__Exercise instructions__. The answer must be every line of the records below that contains the word "WAALSDORPERLAAN", copied out.

[Stored records]
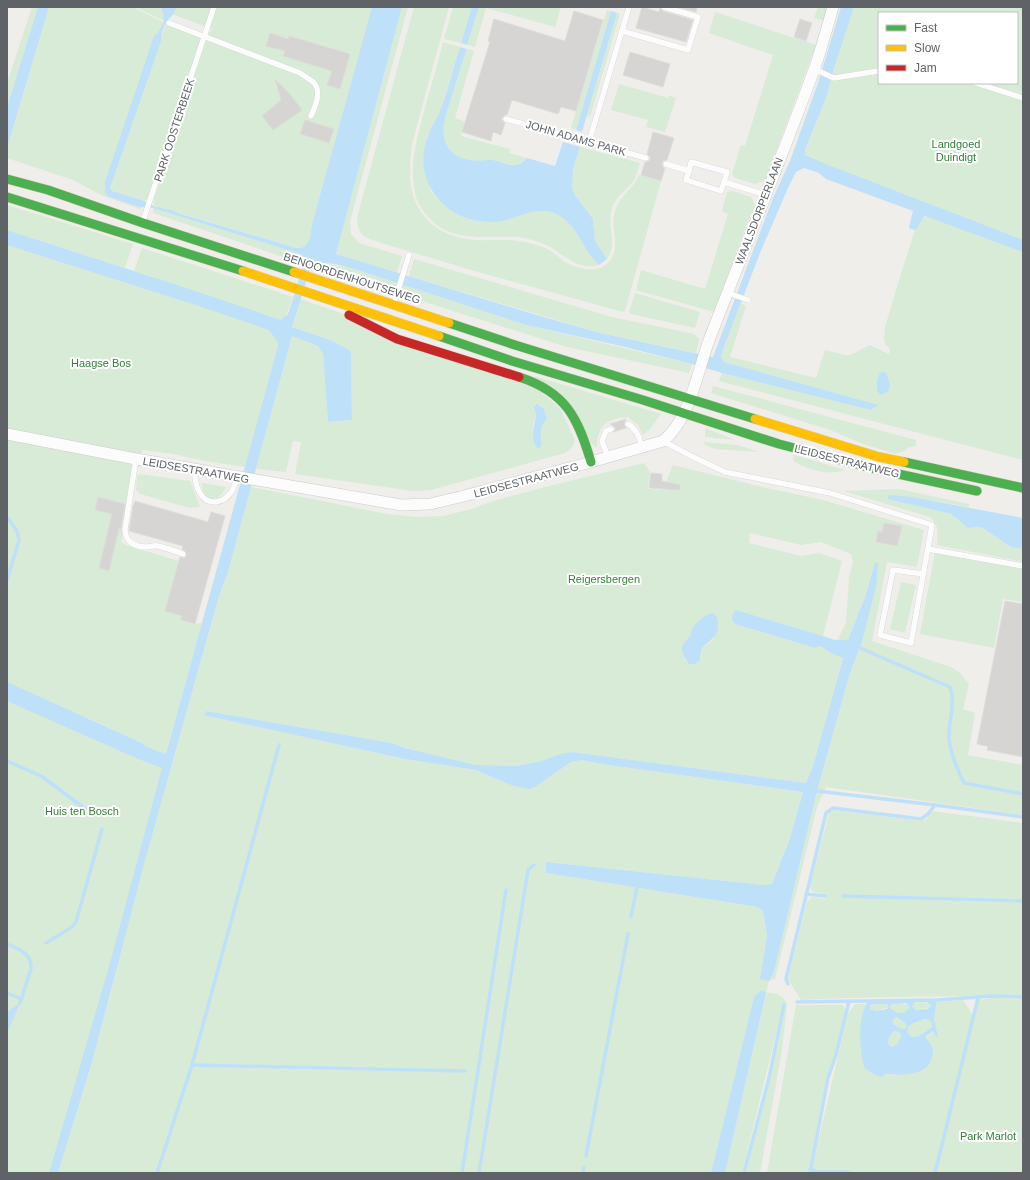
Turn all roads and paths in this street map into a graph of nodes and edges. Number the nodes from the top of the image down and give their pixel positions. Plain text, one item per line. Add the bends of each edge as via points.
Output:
1 (214, 7) edge
2 (628, 7) edge
3 (664, 7) edge
4 (834, 7) edge
5 (169, 24) dead end
6 (622, 31) junction
7 (205, 37) junction
8 (814, 69) junction
9 (878, 71) edge
10 (979, 84) edge
11 (1023, 98) edge
12 (311, 116) dead end
13 (506, 119) dead end
14 (589, 142) junction
15 (646, 158) dead end
16 (666, 164) dead end
17 (689, 171) junction
18 (7, 179) edge
19 (724, 182) junction
20 (766, 195) junction
21 (7, 198) edge
22 (143, 223) junction
23 (409, 255) dead end
24 (729, 293) junction
25 (320, 296) junction
26 (746, 299) dead end
27 (394, 305) junction
28 (690, 399) junction
29 (684, 413) junction
30 (628, 424) dead end
31 (612, 429) dead end
32 (7, 434) edge
33 (663, 441) junction
34 (642, 447) junction
35 (608, 457) junction
36 (136, 459) junction
37 (591, 462) junction
38 (195, 469) junction
39 (237, 477) junction
40 (1023, 488) edge
41 (985, 493) dead end
42 (928, 549) junction
43 (183, 554) dead end
44 (1023, 566) edge
45 (924, 574) junction

1 - 7 lane, PARK OOSTERBEEK
2 - 6 lane
3 - 6 lane via 698,17 688,50
4 - 8 street, WAALSDORPERLAAN
5 - 7 lane
6 - 14 lane
7 - 12 lane via 300,73 314,83 318,92
7 - 22 lane, PARK OOSTERBEEK
8 - 9 lane via 834,78
8 - 20 street, WAALSDORPERLAAN
10 - 11 lane
13 - 14 lane, JOHN ADAMS PARK
14 - 15 lane, JOHN ADAMS PARK
16 - 17 lane
17 - 19 lane via 686,180 721,191
17 - 19 lane via 691,162 727,172
18 - 22 main road, BENOORDENHOUTSEWEG via 48,190
19 - 20 lane
20 - 24 street, WAALSDORPERLAAN
21 - 25 main road
22 - 27 main road, BENOORDENHOUTSEWEG
23 - 27 lane
24 - 26 lane
24 - 28 street, WAALSDORPERLAAN via 707,347
25 - 29 main road via 512,361
25 - 37 main road via 356,320 397,339 545,387 562,401 578,424
27 - 28 main road, BENOORDENHOUTSEWEG
28 - 29 street, WAALSDORPERLAAN
28 - 40 main road, LEIDSESTRAATWEG via 879,456
29 - 33 street, LEIDSESTRAATWEG via 678,426
29 - 41 main road, LEIDSESTRAATWEG via 779,444 875,469
30 - 34 lane via 635,430
31 - 35 lane via 606,431 602,441
32 - 36 street, LEIDSESTRAATWEG
33 - 34 street, LEIDSESTRAATWEG
33 - 42 lane via 725,472 830,493 932,525
34 - 35 street, LEIDSESTRAATWEG
35 - 37 street, LEIDSESTRAATWEG
36 - 38 street, LEIDSESTRAATWEG
36 - 43 lane via 125,529 128,541 139,546 158,546
37 - 39 street, LEIDSESTRAATWEG via 430,504 401,505
38 - 39 street, LEIDSESTRAATWEG
38 - 39 lane via 200,493 204,498 214,502 226,498
42 - 44 lane
42 - 45 lane
45 - 45 lane via 893,570 880,635 911,643

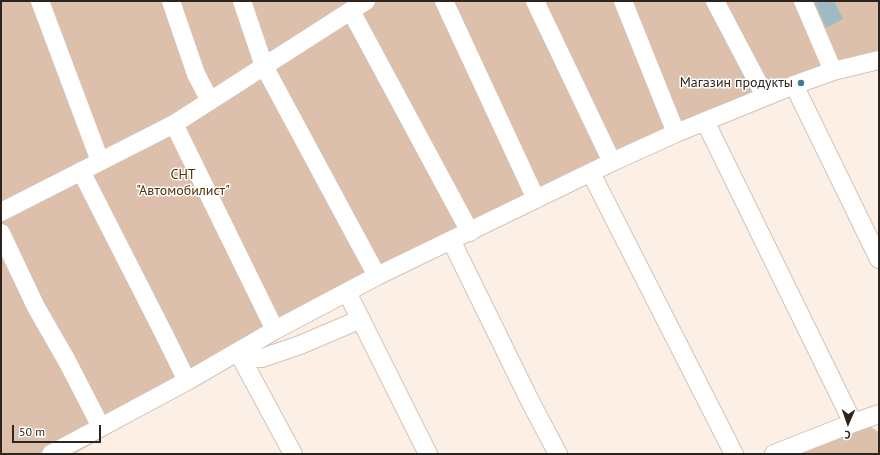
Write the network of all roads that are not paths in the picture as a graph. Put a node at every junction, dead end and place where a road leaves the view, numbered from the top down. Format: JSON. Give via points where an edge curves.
{"nodes":[{"id":1,"x":40,"y":1,"type":"edge"},
{"id":2,"x":171,"y":1,"type":"edge"},
{"id":3,"x":242,"y":1,"type":"edge"},
{"id":4,"x":444,"y":1,"type":"edge"},
{"id":5,"x":534,"y":1,"type":"edge"},
{"id":6,"x":623,"y":1,"type":"edge"},
{"id":7,"x":715,"y":1,"type":"edge"},
{"id":8,"x":803,"y":1,"type":"edge"},
{"id":9,"x":362,"y":4,"type":"edge"},
{"id":10,"x":879,"y":60,"type":"edge"},
{"id":11,"x":264,"y":66,"type":"junction"},
{"id":12,"x":833,"y":72,"type":"junction"},
{"id":13,"x":794,"y":85,"type":"junction"},
{"id":14,"x":765,"y":96,"type":"junction"},
{"id":15,"x":210,"y":101,"type":"junction"},
{"id":16,"x":705,"y":121,"type":"junction"},
{"id":17,"x":174,"y":124,"type":"junction"},
{"id":18,"x":676,"y":133,"type":"junction"},
{"id":19,"x":100,"y":161,"type":"junction"},
{"id":20,"x":612,"y":162,"type":"junction"},
{"id":21,"x":81,"y":171,"type":"junction"},
{"id":22,"x":591,"y":173,"type":"junction"},
{"id":23,"x":536,"y":199,"type":"junction"},
{"id":24,"x":1,"y":212,"type":"edge"},
{"id":25,"x":470,"y":232,"type":"junction"},
{"id":26,"x":1,"y":233,"type":"edge"},
{"id":27,"x":452,"y":240,"type":"junction"},
{"id":28,"x":879,"y":259,"type":"edge"},
{"id":29,"x":377,"y":276,"type":"junction"},
{"id":30,"x":347,"y":292,"type":"junction"},
{"id":31,"x":360,"y":319,"type":"junction"},
{"id":32,"x":275,"y":330,"type":"junction"},
{"id":33,"x":238,"y":352,"type":"junction"},
{"id":34,"x":187,"y":381,"type":"junction"},
{"id":35,"x":879,"y":414,"type":"edge"},
{"id":36,"x":853,"y":423,"type":"junction"},
{"id":37,"x":101,"y":427,"type":"junction"},
{"id":38,"x":51,"y":454,"type":"edge"},
{"id":39,"x":293,"y":454,"type":"edge"},
{"id":40,"x":428,"y":454,"type":"edge"},
{"id":41,"x":558,"y":454,"type":"edge"},
{"id":42,"x":734,"y":454,"type":"edge"},
{"id":43,"x":774,"y":454,"type":"edge"}],
"edges":[{"from":1,"to":19,"type":"street"},
{"from":2,"to":15,"type":"street","via":[[196,74]]},
{"from":3,"to":11,"type":"street"},
{"from":4,"to":23,"type":"street"},
{"from":5,"to":20,"type":"street"},
{"from":6,"to":18,"type":"street"},
{"from":7,"to":14,"type":"street"},
{"from":8,"to":12,"type":"street"},
{"from":9,"to":11,"type":"street"},
{"from":9,"to":25,"type":"street"},
{"from":10,"to":12,"type":"street"},
{"from":11,"to":15,"type":"street"},
{"from":11,"to":29,"type":"street"},
{"from":12,"to":13,"type":"street"},
{"from":13,"to":14,"type":"street"},
{"from":13,"to":28,"type":"street"},
{"from":14,"to":16,"type":"street"},
{"from":15,"to":17,"type":"street"},
{"from":16,"to":18,"type":"street"},
{"from":16,"to":36,"type":"street"},
{"from":17,"to":19,"type":"street"},
{"from":17,"to":32,"type":"street"},
{"from":18,"to":20,"type":"street"},
{"from":19,"to":21,"type":"street"},
{"from":20,"to":22,"type":"street"},
{"from":21,"to":24,"type":"street"},
{"from":21,"to":34,"type":"street"},
{"from":22,"to":23,"type":"street"},
{"from":22,"to":42,"type":"street"},
{"from":23,"to":25,"type":"street"},
{"from":25,"to":27,"type":"street"},
{"from":26,"to":37,"type":"street","via":[[36,306]]},
{"from":27,"to":29,"type":"street"},
{"from":27,"to":41,"type":"street"},
{"from":29,"to":30,"type":"street"},
{"from":30,"to":31,"type":"street"},
{"from":30,"to":32,"type":"street"},
{"from":31,"to":33,"type":"street","via":[[262,358],[253,358]]},
{"from":31,"to":40,"type":"street"},
{"from":32,"to":33,"type":"street"},
{"from":33,"to":34,"type":"street"},
{"from":33,"to":39,"type":"street"},
{"from":34,"to":37,"type":"street"},
{"from":35,"to":36,"type":"street"},
{"from":36,"to":43,"type":"street"},
{"from":37,"to":38,"type":"street"}]}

__Result__.
4 - 8 street, WAALSDORPERLAAN
8 - 20 street, WAALSDORPERLAAN
20 - 24 street, WAALSDORPERLAAN
24 - 28 street, WAALSDORPERLAAN via 707,347
28 - 29 street, WAALSDORPERLAAN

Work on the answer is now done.